Covid and why we might be putting off going to sleep

WE all know that feeling when, in bed, we lift our eyes from Facebook or Insta and see that it’s well past the hour for beauty sleep.
We may argue that it’s the only time we get to ourselves, especially with the pandemic having everyone in the family under each other’s feet 24/7.
Scientists call this phenomennon sleep procrastination revenge, first cited in a study in the Netherlands seven years ago and which defined is as “failing to go to bed at the intended time, while no external circumstances prevent a person from doing so”. Revenge was added to the title last year with the coming of the pandemic, but as a concept, it has actually been around for much longer.
According to Alessandra Edwards, a performance expert, quoted in a report on the website Wired revenge bedtime procrastination is quite common in people who feel they don’t have control over their time (such as those in high-stress jobs) and are looking for a way to regain some personal time, even if it means staying up too late.
“When it comes to the evening, they categorically refuse to go to bed early, at a time they know will suit them best and enable them to get adequate restorative sleep and feel better,” Mr Edwards told Wired. “Nevertheless there is a sense of retaliation against life, so there is an idea of revenge to stay awake and do whatever fills their bucket.”
Scientist Floor Kroese, an assistant Professor in Health Psychology at Utrecht University and the main author on the study that first introduced bedtime procrastination, notes that there is also a link between procrastinating in daily life and sleep procrastination. “An interesting difference may be that people typically procrastinate on tasks they find aversive—housework, homework, boring tasks—while sleeping for most people is not aversive at all,” says Prof. Kroese. “It might be the bedtime routines that precede going to bed that people dislike or just that they do not like quitting whatever they were doing.”

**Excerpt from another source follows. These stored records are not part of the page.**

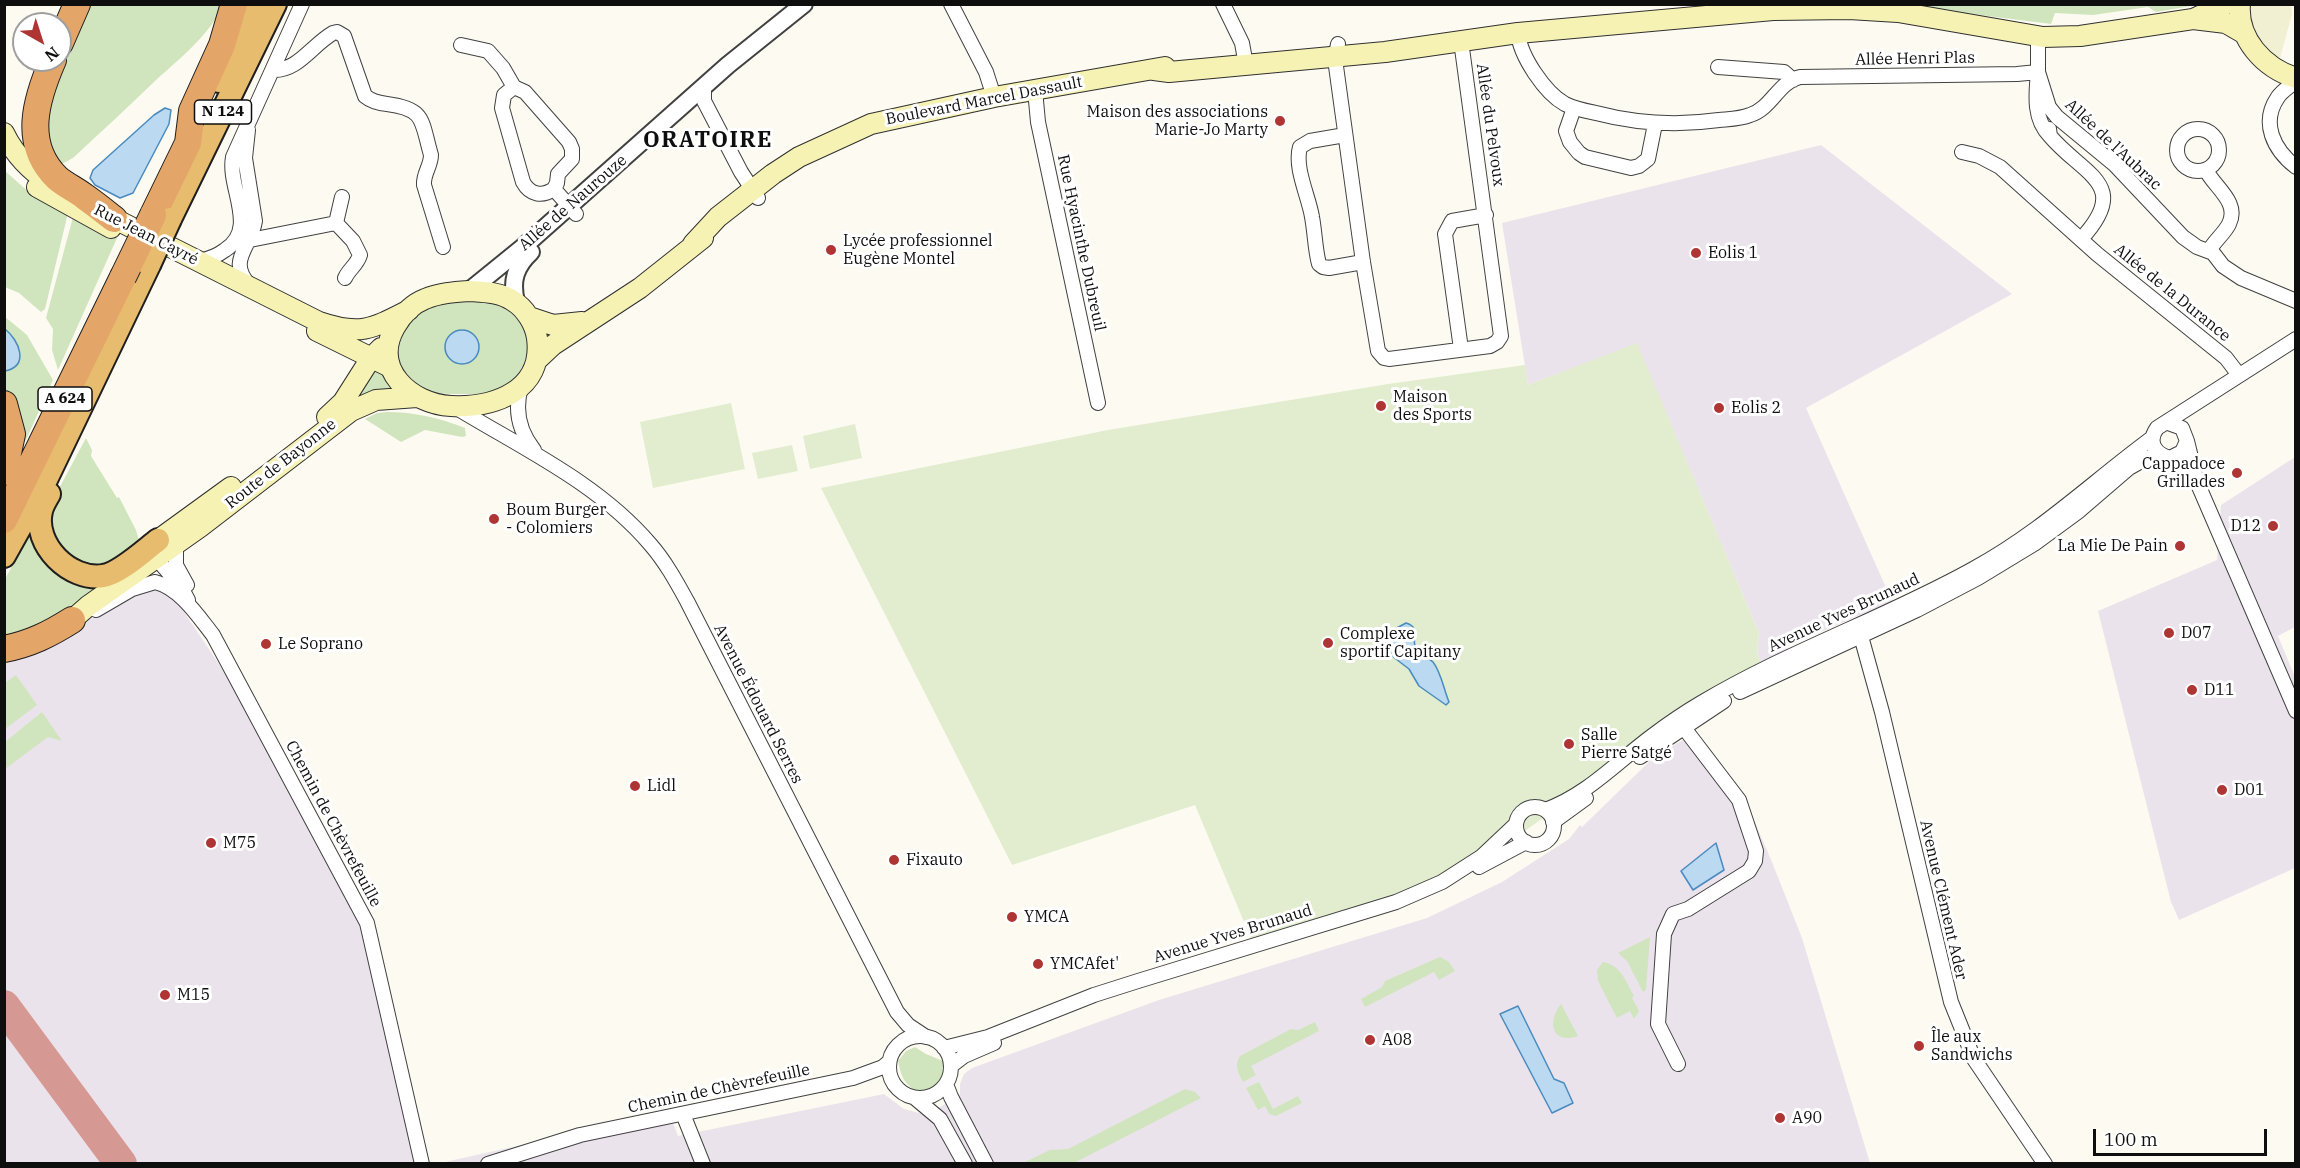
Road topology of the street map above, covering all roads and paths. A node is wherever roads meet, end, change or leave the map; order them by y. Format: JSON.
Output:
{"nodes":[{"id":1,"x":234,"y":4,"type":"edge"},
{"id":2,"x":256,"y":4,"type":"edge"},
{"id":3,"x":275,"y":4,"type":"edge"},
{"id":4,"x":302,"y":4,"type":"edge"},
{"id":5,"x":804,"y":4,"type":"edge"},
{"id":6,"x":951,"y":4,"type":"edge"},
{"id":7,"x":1223,"y":4,"type":"edge"},
{"id":8,"x":2226,"y":4,"type":"edge"},
{"id":9,"x":2240,"y":4,"type":"edge"},
{"id":10,"x":2193,"y":19,"type":"junction"},
{"id":11,"x":1518,"y":33,"type":"junction"},
{"id":12,"x":2245,"y":34,"type":"junction"},
{"id":13,"x":2038,"y":37,"type":"junction"},
{"id":14,"x":1469,"y":39,"type":"junction"},
{"id":15,"x":461,"y":45,"type":"dead end"},
{"id":16,"x":1337,"y":50,"type":"junction"},
{"id":17,"x":1245,"y":60,"type":"junction"},
{"id":18,"x":1718,"y":67,"type":"dead end"},
{"id":19,"x":2273,"y":67,"type":"junction"},
{"id":20,"x":273,"y":70,"type":"junction"},
{"id":21,"x":49,"y":72,"type":"edge"},
{"id":22,"x":2038,"y":72,"type":"junction"},
{"id":23,"x":2295,"y":79,"type":"edge"},
{"id":24,"x":1793,"y":80,"type":"junction"},
{"id":25,"x":514,"y":87,"type":"junction"},
{"id":26,"x":1035,"y":90,"type":"junction"},
{"id":27,"x":704,"y":94,"type":"junction"},
{"id":28,"x":2278,"y":96,"type":"junction"},
{"id":29,"x":994,"y":97,"type":"junction"},
{"id":30,"x":1574,"y":108,"type":"junction"},
{"id":31,"x":2057,"y":117,"type":"junction"},
{"id":32,"x":1656,"y":124,"type":"junction"},
{"id":33,"x":4,"y":133,"type":"edge"},
{"id":34,"x":1345,"y":135,"type":"junction"},
{"id":35,"x":2050,"y":136,"type":"junction"},
{"id":36,"x":188,"y":143,"type":"junction"},
{"id":37,"x":1962,"y":152,"type":"dead end"},
{"id":38,"x":4,"y":155,"type":"edge"},
{"id":39,"x":2295,"y":167,"type":"edge"},
{"id":40,"x":2206,"y":170,"type":"dead end"},
{"id":41,"x":554,"y":189,"type":"junction"},
{"id":42,"x":755,"y":194,"type":"junction"},
{"id":43,"x":342,"y":197,"type":"dead end"},
{"id":44,"x":572,"y":210,"type":"junction"},
{"id":45,"x":1486,"y":215,"type":"junction"},
{"id":46,"x":162,"y":217,"type":"junction"},
{"id":47,"x":114,"y":219,"type":"junction"},
{"id":48,"x":336,"y":223,"type":"junction"},
{"id":49,"x":244,"y":238,"type":"junction"},
{"id":50,"x":2081,"y":239,"type":"junction"},
{"id":51,"x":443,"y":247,"type":"dead end"},
{"id":52,"x":2210,"y":251,"type":"junction"},
{"id":53,"x":199,"y":261,"type":"junction"},
{"id":54,"x":1363,"y":262,"type":"junction"},
{"id":55,"x":345,"y":278,"type":"dead end"},
{"id":56,"x":256,"y":291,"type":"junction"},
{"id":57,"x":469,"y":291,"type":"junction"},
{"id":58,"x":2295,"y":301,"type":"edge"},
{"id":59,"x":516,"y":302,"type":"junction"},
{"id":60,"x":409,"y":310,"type":"junction"},
{"id":61,"x":529,"y":317,"type":"junction"},
{"id":62,"x":307,"y":321,"type":"junction"},
{"id":63,"x":588,"y":321,"type":"junction"},
{"id":64,"x":333,"y":338,"type":"junction"},
{"id":65,"x":2295,"y":339,"type":"edge"},
{"id":66,"x":389,"y":340,"type":"junction"},
{"id":67,"x":1461,"y":349,"type":"junction"},
{"id":68,"x":2295,"y":349,"type":"edge"},
{"id":69,"x":371,"y":358,"type":"junction"},
{"id":70,"x":537,"y":360,"type":"junction"},
{"id":71,"x":390,"y":366,"type":"junction"},
{"id":72,"x":2239,"y":375,"type":"junction"},
{"id":73,"x":521,"y":387,"type":"junction"},
{"id":74,"x":348,"y":396,"type":"junction"},
{"id":75,"x":417,"y":397,"type":"junction"},
{"id":76,"x":1098,"y":403,"type":"dead end"},
{"id":77,"x":4,"y":404,"type":"edge"},
{"id":78,"x":454,"y":406,"type":"junction"},
{"id":79,"x":517,"y":409,"type":"junction"},
{"id":80,"x":2168,"y":423,"type":"junction"},
{"id":81,"x":500,"y":433,"type":"junction"},
{"id":82,"x":2185,"y":434,"type":"junction"},
{"id":83,"x":2152,"y":438,"type":"junction"},
{"id":84,"x":537,"y":454,"type":"junction"},
{"id":85,"x":2166,"y":457,"type":"junction"},
{"id":86,"x":56,"y":458,"type":"junction"},
{"id":87,"x":4,"y":472,"type":"edge"},
{"id":88,"x":2197,"y":482,"type":"junction"},
{"id":89,"x":4,"y":520,"type":"edge"},
{"id":90,"x":163,"y":548,"type":"junction"},
{"id":91,"x":4,"y":556,"type":"edge"},
{"id":92,"x":198,"y":615,"type":"junction"},
{"id":93,"x":72,"y":620,"type":"junction"},
{"id":94,"x":1859,"y":630,"type":"junction"},
{"id":95,"x":4,"y":649,"type":"edge"},
{"id":96,"x":2295,"y":711,"type":"edge"},
{"id":97,"x":1680,"y":722,"type":"junction"},
{"id":98,"x":1545,"y":810,"type":"junction"},
{"id":99,"x":1553,"y":822,"type":"junction"},
{"id":100,"x":1516,"y":824,"type":"junction"},
{"id":101,"x":1526,"y":842,"type":"junction"},
{"id":102,"x":897,"y":1012,"type":"junction"},
{"id":103,"x":926,"y":1037,"type":"junction"},
{"id":104,"x":897,"y":1046,"type":"junction"},
{"id":105,"x":944,"y":1048,"type":"junction"},
{"id":106,"x":889,"y":1062,"type":"junction"},
{"id":107,"x":1678,"y":1064,"type":"dead end"},
{"id":108,"x":951,"y":1066,"type":"junction"},
{"id":109,"x":854,"y":1078,"type":"junction"},
{"id":110,"x":946,"y":1084,"type":"junction"},
{"id":111,"x":897,"y":1089,"type":"junction"},
{"id":112,"x":915,"y":1098,"type":"junction"},
{"id":113,"x":683,"y":1114,"type":"junction"},
{"id":114,"x":422,"y":1164,"type":"edge"},
{"id":115,"x":488,"y":1164,"type":"edge"},
{"id":116,"x":703,"y":1164,"type":"edge"},
{"id":117,"x":965,"y":1164,"type":"edge"},
{"id":118,"x":986,"y":1164,"type":"edge"},
{"id":119,"x":2045,"y":1164,"type":"edge"}],
"edges":[{"from":1,"to":36,"type":"highway"},
{"from":2,"to":36,"type":"highway","number":"N 124"},
{"from":3,"to":46,"type":"highway","number":"N 124"},
{"from":4,"to":20,"type":"street"},
{"from":5,"to":27,"type":"street","name":"Allée de Naurouze"},
{"from":6,"to":29,"type":"street"},
{"from":7,"to":17,"type":"street"},
{"from":8,"to":10,"type":"main road","name":"Boulevard Marcel Dassault"},
{"from":9,"to":12,"type":"main road"},
{"from":10,"to":12,"type":"main road","name":"Boulevard Marcel Dassault"},
{"from":10,"to":13,"type":"main road","name":"Boulevard Marcel Dassault"},
{"from":11,"to":13,"type":"main road","name":"Boulevard Marcel Dassault"},
{"from":11,"to":14,"type":"main road","name":"Boulevard Marcel Dassault"},
{"from":11,"to":30,"type":"street"},
{"from":12,"to":19,"type":"main road"},
{"from":13,"to":22,"type":"street","name":"Allée de l'Aubrac"},
{"from":14,"to":16,"type":"main road","name":"Boulevard Marcel Dassault"},
{"from":14,"to":45,"type":"street","name":"Allée du Pelvoux"},
{"from":15,"to":25,"type":"street"},
{"from":16,"to":17,"type":"main road","name":"Boulevard Marcel Dassault"},
{"from":16,"to":34,"type":"street"},
{"from":17,"to":26,"type":"main road","name":"Boulevard Marcel Dassault"},
{"from":18,"to":24,"type":"street","name":"Allée Henri Plas"},
{"from":19,"to":23,"type":"main road"},
{"from":19,"to":28,"type":"street"},
{"from":20,"to":49,"type":"street"},
{"from":20,"to":51,"type":"street"},
{"from":21,"to":47,"type":"highway"},
{"from":22,"to":24,"type":"street","name":"Allée Henri Plas"},
{"from":22,"to":31,"type":"street","name":"Allée de l'Aubrac"},
{"from":22,"to":35,"type":"street"},
{"from":23,"to":28,"type":"street"},
{"from":24,"to":32,"type":"street"},
{"from":25,"to":41,"type":"street"},
{"from":25,"to":41,"type":"street"},
{"from":26,"to":29,"type":"main road","name":"Boulevard Marcel Dassault"},
{"from":26,"to":76,"type":"street","name":"Rue Hyacinthe Dubreuil"},
{"from":27,"to":42,"type":"street"},
{"from":27,"to":44,"type":"street","name":"Allée de Naurouze"},
{"from":28,"to":39,"type":"street"},
{"from":29,"to":42,"type":"main road","name":"Boulevard Marcel Dassault"},
{"from":30,"to":32,"type":"street"},
{"from":30,"to":32,"type":"street"},
{"from":31,"to":35,"type":"street"},
{"from":31,"to":52,"type":"street","name":"Allée de l'Aubrac"},
{"from":33,"to":47,"type":"main road","name":"Rue Jean Cayré"},
{"from":34,"to":54,"type":"street"},
{"from":34,"to":54,"type":"street"},
{"from":35,"to":50,"type":"street"},
{"from":36,"to":46,"type":"highway","number":"A 624"},
{"from":37,"to":50,"type":"street","name":"Allée de la Durance"},
{"from":38,"to":62,"type":"main road","name":"Rue Jean Cayré"},
{"from":40,"to":52,"type":"street"},
{"from":41,"to":44,"type":"street"},
{"from":42,"to":63,"type":"main road","name":"Boulevard Marcel Dassault"},
{"from":43,"to":48,"type":"street"},
{"from":44,"to":57,"type":"street","name":"Allée de Naurouze"},
{"from":44,"to":59,"type":"street","name":"Allée de Naurouze"},
{"from":45,"to":67,"type":"street"},
{"from":45,"to":67,"type":"street","name":"Allée du Pelvoux"},
{"from":46,"to":86,"type":"highway","number":"N 124","bridge":true},
{"from":46,"to":89,"type":"highway","number":"A 624","bridge":true},
{"from":47,"to":53,"type":"main road","name":"Rue Jean Cayré"},
{"from":48,"to":49,"type":"street"},
{"from":48,"to":55,"type":"street"},
{"from":49,"to":53,"type":"street"},
{"from":49,"to":56,"type":"street"},
{"from":50,"to":72,"type":"street","name":"Allée de la Durance"},
{"from":52,"to":58,"type":"street","name":"Allée de l'Aubrac"},
{"from":53,"to":56,"type":"main road","name":"Rue Jean Cayré"},
{"from":54,"to":67,"type":"street","name":"Allée du Pelvoux"},
{"from":56,"to":62,"type":"main road","name":"Rue Jean Cayré"},
{"from":57,"to":59,"type":"main road"},
{"from":57,"to":60,"type":"main road"},
{"from":59,"to":61,"type":"main road"},
{"from":60,"to":62,"type":"main road"},
{"from":60,"to":66,"type":"main road"},
{"from":61,"to":63,"type":"main road","name":"Boulevard Marcel Dassault"},
{"from":61,"to":70,"type":"main road"},
{"from":62,"to":64,"type":"main road"},
{"from":63,"to":70,"type":"main road","name":"Boulevard Marcel Dassault"},
{"from":64,"to":69,"type":"main road"},
{"from":64,"to":74,"type":"main road"},
{"from":65,"to":72,"type":"street"},
{"from":66,"to":69,"type":"main road","name":"Route de Bayonne"},
{"from":66,"to":71,"type":"main road"},
{"from":68,"to":82,"type":"street"},
{"from":69,"to":71,"type":"main road"},
{"from":69,"to":74,"type":"main road","name":"Route de Bayonne"},
{"from":70,"to":73,"type":"main road"},
{"from":71,"to":75,"type":"main road"},
{"from":72,"to":80,"type":"street"},
{"from":73,"to":78,"type":"main road"},
{"from":73,"to":79,"type":"street","name":"Avenue Édouard Serres"},
{"from":74,"to":90,"type":"main road","name":"Route de Bayonne"},
{"from":75,"to":78,"type":"main road"},
{"from":75,"to":90,"type":"main road","name":"Route de Bayonne"},
{"from":77,"to":87,"type":"highway"},
{"from":78,"to":81,"type":"street","name":"Avenue Édouard Serres"},
{"from":79,"to":81,"type":"street","name":"Avenue Édouard Serres"},
{"from":79,"to":84,"type":"street","name":"Avenue Édouard Serres"},
{"from":80,"to":82,"type":"street"},
{"from":80,"to":83,"type":"street"},
{"from":81,"to":84,"type":"street","name":"Avenue Édouard Serres"},
{"from":82,"to":85,"type":"street"},
{"from":82,"to":88,"type":"street"},
{"from":83,"to":85,"type":"street"},
{"from":83,"to":94,"type":"street","name":"Avenue Yves Brunaud"},
{"from":84,"to":102,"type":"street","name":"Avenue Édouard Serres"},
{"from":85,"to":88,"type":"street"},
{"from":85,"to":94,"type":"street","name":"Avenue Yves Brunaud"},
{"from":86,"to":90,"type":"highway"},
{"from":86,"to":91,"type":"highway","number":"N 124"},
{"from":88,"to":96,"type":"street"},
{"from":90,"to":92,"type":"street","name":"Chemin de Chèvrefeuille"},
{"from":90,"to":92,"type":"street","name":"Chemin de Chèvrefeuille"},
{"from":90,"to":93,"type":"main road","name":"Route de Bayonne"},
{"from":92,"to":93,"type":"street","name":"Chemin de Chèvrefeuille"},
{"from":92,"to":114,"type":"street","name":"Chemin de Chèvrefeuille"},
{"from":93,"to":95,"type":"highway"},
{"from":94,"to":97,"type":"street","name":"Avenue Yves Brunaud"},
{"from":94,"to":119,"type":"street","name":"Avenue Clément Ader"},
{"from":97,"to":98,"type":"street","name":"Avenue Yves Brunaud"},
{"from":97,"to":99,"type":"street","name":"Avenue Yves Brunaud"},
{"from":97,"to":107,"type":"street"},
{"from":98,"to":99,"type":"street"},
{"from":98,"to":100,"type":"street"},
{"from":99,"to":101,"type":"street"},
{"from":100,"to":101,"type":"street"},
{"from":100,"to":105,"type":"street","name":"Avenue Yves Brunaud"},
{"from":101,"to":108,"type":"street","name":"Avenue Yves Brunaud"},
{"from":102,"to":103,"type":"street","name":"Avenue Édouard Serres"},
{"from":102,"to":104,"type":"street","name":"Avenue Édouard Serres"},
{"from":103,"to":104,"type":"street"},
{"from":103,"to":105,"type":"street"},
{"from":104,"to":106,"type":"street"},
{"from":105,"to":108,"type":"street"},
{"from":106,"to":109,"type":"street","name":"Chemin de Chèvrefeuille"},
{"from":106,"to":111,"type":"street"},
{"from":108,"to":110,"type":"street"},
{"from":109,"to":111,"type":"street","name":"Chemin de Chèvrefeuille"},
{"from":109,"to":113,"type":"street","name":"Chemin de Chèvrefeuille"},
{"from":110,"to":112,"type":"street"},
{"from":110,"to":118,"type":"street"},
{"from":111,"to":112,"type":"street"},
{"from":112,"to":117,"type":"street"},
{"from":113,"to":115,"type":"street","name":"Chemin de Chèvrefeuille"},
{"from":113,"to":116,"type":"street"}]}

According to Wired, Prof. Kroese and team argue that lack of self-regulation — associated with personality traits such as being impulsive or easily distracted — is a possible cause of sleep procrastination.
For those unable to self-regulate, Alessandra Edwards saysthat the time before bed may be the only time to process the emotional backlog from the day, including “frustration and anger, or fear and anxiety they may have felt during the day but shut out.”